What is impact investing?

The need for impact investing has arisen from the persistence of societal challenges and the inability of existing institutions to eradicate them. Yet despite growing enthusiasm for such goals, there is still no consensus on what impact investing is. This is reflected in the huge variations in the estimated size of assets under management, from $502 billion by the Global Impact Investing Network (GIIN), to $30.4 trillion by the Global Sustainable Investment Alliance. Such lack of conceptual clarity and rigour causes confusion and dampens investor expectations. GIIN defines impact investing as“investments made with the intention to generate positive, measurable social and environmental impact alongside a financial return”.

Unlike socially responsible investment (SRI) or environmental, social and governance (ESG) investing, impact investing is not just about avoiding “sin stocks”or “do-no-harm”, but also actively deploying capital to address social and environmental objectives while generating financial returns for investors.

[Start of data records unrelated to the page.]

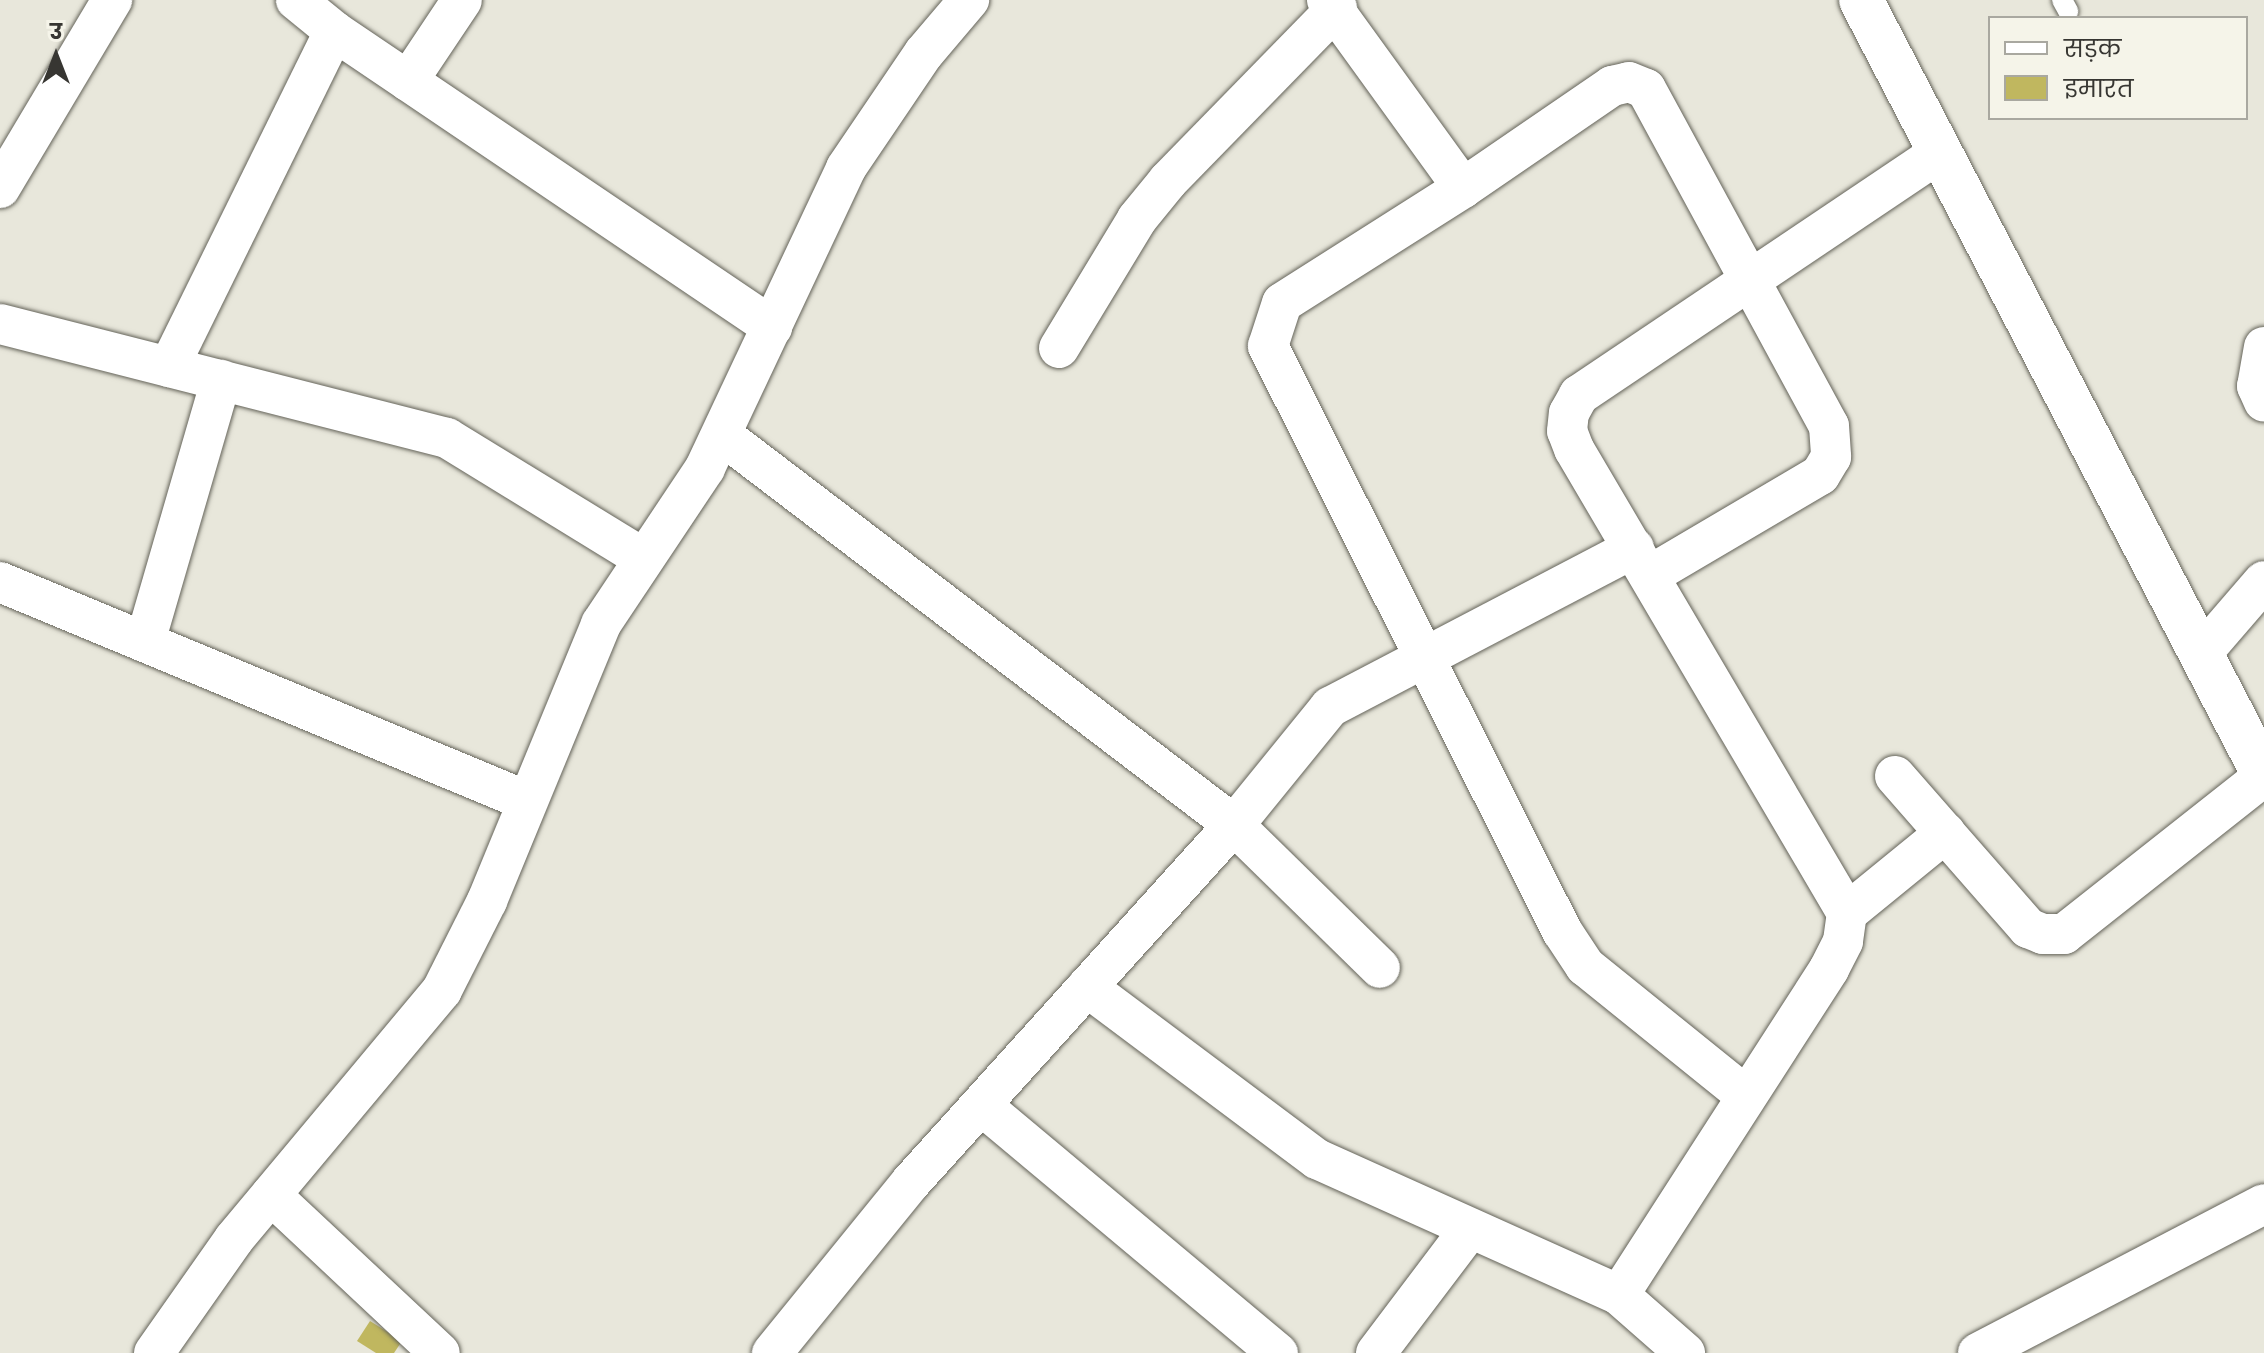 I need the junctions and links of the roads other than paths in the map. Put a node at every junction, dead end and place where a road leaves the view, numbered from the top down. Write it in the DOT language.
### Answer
graph roads {
  1 [pos="112,0"];
  2 [pos="296,0"];
  3 [pos="462,0"];
  4 [pos="969,0"];
  5 [pos="1861,0"];
  6 [pos="1332,4"];
  7 [pos="334,31"];
  8 [pos="408,81"];
  9 [pos="1941,152"];
  10 [pos="0,188"];
  11 [pos="1463,188"];
  12 [pos="1751,281"];
  13 [pos="0,324"];
  14 [pos="772,327"];
  15 [pos="2264,347"];
  16 [pos="1059,348"];
  17 [pos="169,367"];
  18 [pos="221,380"];
  19 [pos="2264,402"];
  20 [pos="722,435"];
  21 [pos="641,557"];
  22 [pos="1642,562"];
  23 [pos="2264,581"];
  24 [pos="0,582"];
  25 [pos="145,642"];
  26 [pos="2201,654"];
  27 [pos="1421,658"];
  28 [pos="1895,776"];
  29 [pos="2264,776"];
  30 [pos="527,801"];
  31 [pos="1234,825"];
  32 [pos="1945,833"];
  33 [pos="1847,913"];
  34 [pos="1380,968"];
  35 [pos="1087,987"];
  36 [pos="1746,1096"];
  37 [pos="981,1105"];
  38 [pos="271,1195"];
  39 [pos="2264,1204"];
  40 [pos="1469,1230"];
  41 [pos="1619,1295"];
  42 [pos="154,1353"];
  43 [pos="440,1353"];
  44 [pos="772,1353"];
  45 [pos="1278,1353"];
  46 [pos="1376,1353"];
  47 [pos="1685,1353"];
  48 [pos="1978,1353"];
  1 -- 10 [label="street"];
  2 -- 7 [label="street"];
  3 -- 8 [label="street"];
  4 -- 14 [label="street"];
  5 -- 9 [label="main road"];
  6 -- 11 [label="street"];
  6 -- 16 [label="street"];
  7 -- 8 [label="street"];
  7 -- 17 [label="street"];
  8 -- 14 [label="street"];
  9 -- 12 [label="street"];
  9 -- 26 [label="main road"];
  11 -- 12 [label="street"];
  11 -- 27 [label="street"];
  12 -- 22 [label="street"];
  12 -- 22 [label="street"];
  13 -- 17 [label="street"];
  14 -- 20 [label="street"];
  15 -- 19 [label="street"];
  17 -- 18 [label="street"];
  18 -- 21 [label="street"];
  18 -- 25 [label="street"];
  20 -- 21 [label="street"];
  20 -- 31 [label="street"];
  21 -- 30 [label="street"];
  22 -- 27 [label="street"];
  22 -- 33 [label="street"];
  23 -- 26 [label="street"];
  24 -- 25 [label="street"];
  25 -- 30 [label="street"];
  26 -- 29 [label="main road"];
  27 -- 31 [label="street"];
  27 -- 36 [label="street"];
  28 -- 32 [label="street"];
  29 -- 32 [label="street"];
  30 -- 38 [label="street"];
  31 -- 34 [label="street"];
  31 -- 35 [label="street"];
  32 -- 33 [label="street"];
  33 -- 36 [label="street"];
  35 -- 37 [label="street"];
  35 -- 40 [label="street"];
  36 -- 41 [label="street"];
  37 -- 44 [label="street"];
  37 -- 45 [label="street"];
  38 -- 42 [label="street"];
  38 -- 43 [label="street"];
  39 -- 48 [label="street"];
  40 -- 41 [label="street"];
  40 -- 46 [label="street"];
  41 -- 47 [label="street"];
}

It requires intentionality: portfolio companies must proactively track, measure and report on their social and environmental impact. If successful, impact investing can unlock substantial capital from mainstream investors.

 

Challenges and opportunities for impact investing

We conducted extensive research of institutional investors and their portfolio companies. The result, however, has been disappointing. Most funds can deliver return or impact, but very few deliver both consistently at large scale. ‘Impact washing’ (particularly ‘green washing’) is rampant. According to Confucius, “he who chases two rabbits catches neither.” The challenge for impact investing is first to demonstrate that it is indeed possible to catch two rabbits at the same time, and then develop robust methodologies to identify and seize such opportunities.

For impact investing to scale, products must be capable of addressing a range of institutional needs, including the ability to absorb large pools of capital, adequate liquidity and robust risk management practices while generating measurable return and impact. These have traditionally been met through investment strategies targeting blue chip securities. Such an approach, however, results in channelling funds where it is harder to proactively generate impact, as bondholders and minority shareholders have limited opportunities to directly influence senior management teams of large corporations. Furthermore, blue chip securities are concentrated in mature markets, while the greatest need for impact capital is elsewhere. The IMF estimates a $700 billion unmet credit demand globally in terms of debt financing to emerging markets SMEs, a niche where every $1 invested contributes a further $13 to the local economy.

From a financial perspective, a supply-demand mismatch of this magnitude represents a significant opportunity, while from an impact point of view, it highlights the imperative of channelling more capital to where it matters the most. Nevertheless, institutional appetite for emerging market SME financing, particularly fixed income, remains marginal, associated with its reputation for high risk and low return.

“The highest calling of impact investing is to increase the amount of capital being invested in places, companies, products, and services that have significant social benefits”. However, the momentum has been gained predominantly in listed security markets through strategies such as exclusionary screening, positive screening, or active ownership. Since investors in listed securities can only achieve impact by, at best, influencing responsible behaviour through proxy voting, active ownership and shareholder activism, impact investing should focus more on private capital markets, through means such as venture capital, private equity and private debt. This is where investors encounter most challenges. Managerial guidance is urgently needed.

 

Is it possible to achieve return and impact at large scale?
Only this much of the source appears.